DURATION: February 1, 2021 – May 31, 2021
RESEARCHERS: Rachel Davidson, Tricia Wachtendorf

FUNDING: National Science Foundation

PROJECT DESCRIPTION:
As a hurricane approaches, emergency managers must determine when and where to issue official evacuation orders. It requires integrating large amounts of uncertain, changing information to make consequential decisions in a short time frame under pressure, and the stakes are high. An opportunity exists to leverage recent research—in particular, the Integrated Scenario-based Evacuation (ISE) tool—to help meet that challenge. This team designed the ISE tool to be run for a particular hurricane as it approaches the U.S. When run at a point in time, it generates a set of contingency plans and defines the circumstances under which to implement each, depending on how the hurricane evolves. Each plan includes recommendations about whether or not to issue an evacuation order for each geographic evacuation zone, and if so, when.

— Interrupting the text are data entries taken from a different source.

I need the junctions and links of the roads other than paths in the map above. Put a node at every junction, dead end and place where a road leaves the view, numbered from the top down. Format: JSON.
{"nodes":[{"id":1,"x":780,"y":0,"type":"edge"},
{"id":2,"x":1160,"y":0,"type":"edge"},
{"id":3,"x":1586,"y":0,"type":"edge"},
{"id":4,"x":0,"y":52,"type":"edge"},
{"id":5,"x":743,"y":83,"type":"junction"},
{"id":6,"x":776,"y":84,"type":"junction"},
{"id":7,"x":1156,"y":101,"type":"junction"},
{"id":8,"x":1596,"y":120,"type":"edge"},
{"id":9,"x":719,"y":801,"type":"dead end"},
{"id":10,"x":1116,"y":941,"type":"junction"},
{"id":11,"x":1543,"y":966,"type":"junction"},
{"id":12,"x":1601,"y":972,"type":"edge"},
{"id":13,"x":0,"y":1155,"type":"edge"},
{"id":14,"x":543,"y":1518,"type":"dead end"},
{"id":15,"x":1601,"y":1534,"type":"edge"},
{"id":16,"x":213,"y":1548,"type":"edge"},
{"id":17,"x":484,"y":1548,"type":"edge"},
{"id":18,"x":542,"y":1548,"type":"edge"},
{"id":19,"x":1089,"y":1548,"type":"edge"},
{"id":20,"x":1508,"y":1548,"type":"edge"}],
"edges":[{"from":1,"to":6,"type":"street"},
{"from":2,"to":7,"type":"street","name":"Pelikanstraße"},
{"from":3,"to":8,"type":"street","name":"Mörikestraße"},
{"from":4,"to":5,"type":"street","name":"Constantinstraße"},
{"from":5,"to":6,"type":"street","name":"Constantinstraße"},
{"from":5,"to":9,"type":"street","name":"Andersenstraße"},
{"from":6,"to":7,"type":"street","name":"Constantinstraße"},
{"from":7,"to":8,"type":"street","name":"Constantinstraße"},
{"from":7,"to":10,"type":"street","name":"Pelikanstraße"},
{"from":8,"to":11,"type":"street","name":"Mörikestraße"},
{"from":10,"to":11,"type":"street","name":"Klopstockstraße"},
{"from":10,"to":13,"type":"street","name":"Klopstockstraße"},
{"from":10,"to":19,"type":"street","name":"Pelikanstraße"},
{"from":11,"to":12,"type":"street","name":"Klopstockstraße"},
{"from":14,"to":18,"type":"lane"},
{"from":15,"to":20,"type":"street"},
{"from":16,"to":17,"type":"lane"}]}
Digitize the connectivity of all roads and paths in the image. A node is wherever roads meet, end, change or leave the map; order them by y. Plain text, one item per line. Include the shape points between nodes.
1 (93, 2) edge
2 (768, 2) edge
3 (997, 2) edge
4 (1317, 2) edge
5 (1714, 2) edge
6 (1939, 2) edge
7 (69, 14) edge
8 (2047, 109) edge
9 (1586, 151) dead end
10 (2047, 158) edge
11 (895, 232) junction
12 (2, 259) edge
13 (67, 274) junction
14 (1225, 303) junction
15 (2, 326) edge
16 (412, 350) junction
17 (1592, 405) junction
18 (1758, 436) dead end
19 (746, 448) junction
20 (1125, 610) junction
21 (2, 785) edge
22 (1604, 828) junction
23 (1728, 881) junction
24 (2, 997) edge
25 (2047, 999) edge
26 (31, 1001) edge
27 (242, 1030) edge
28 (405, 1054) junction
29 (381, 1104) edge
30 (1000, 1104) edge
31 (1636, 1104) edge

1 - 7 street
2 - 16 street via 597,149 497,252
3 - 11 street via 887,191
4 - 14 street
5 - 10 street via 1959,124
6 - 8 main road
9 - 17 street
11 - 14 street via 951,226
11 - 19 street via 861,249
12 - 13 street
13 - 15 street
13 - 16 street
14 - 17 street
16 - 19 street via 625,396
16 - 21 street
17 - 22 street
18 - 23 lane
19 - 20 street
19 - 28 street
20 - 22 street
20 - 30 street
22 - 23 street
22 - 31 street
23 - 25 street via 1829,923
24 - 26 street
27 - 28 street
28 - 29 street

While the new technology has promise, moving from research to practice brings its own challenges. The objectives of Stage 1, therefore, are to: (1) Determine how the new tool and its output can support emergency managers’ natural decision-making process; (2) Conduct a needs assessment for the tool; and (3) Advance understanding of community innovation in disaster management. The Stage 2 objective is to implement an operational prototype of the ISE-based decision support tool for North Carolina. The emergency manager partners will ensure the tool is of practical use; the researchers will ensure it reflects the best science, and the industry partner will ensure its impact is sustainable by hosting it on their platform.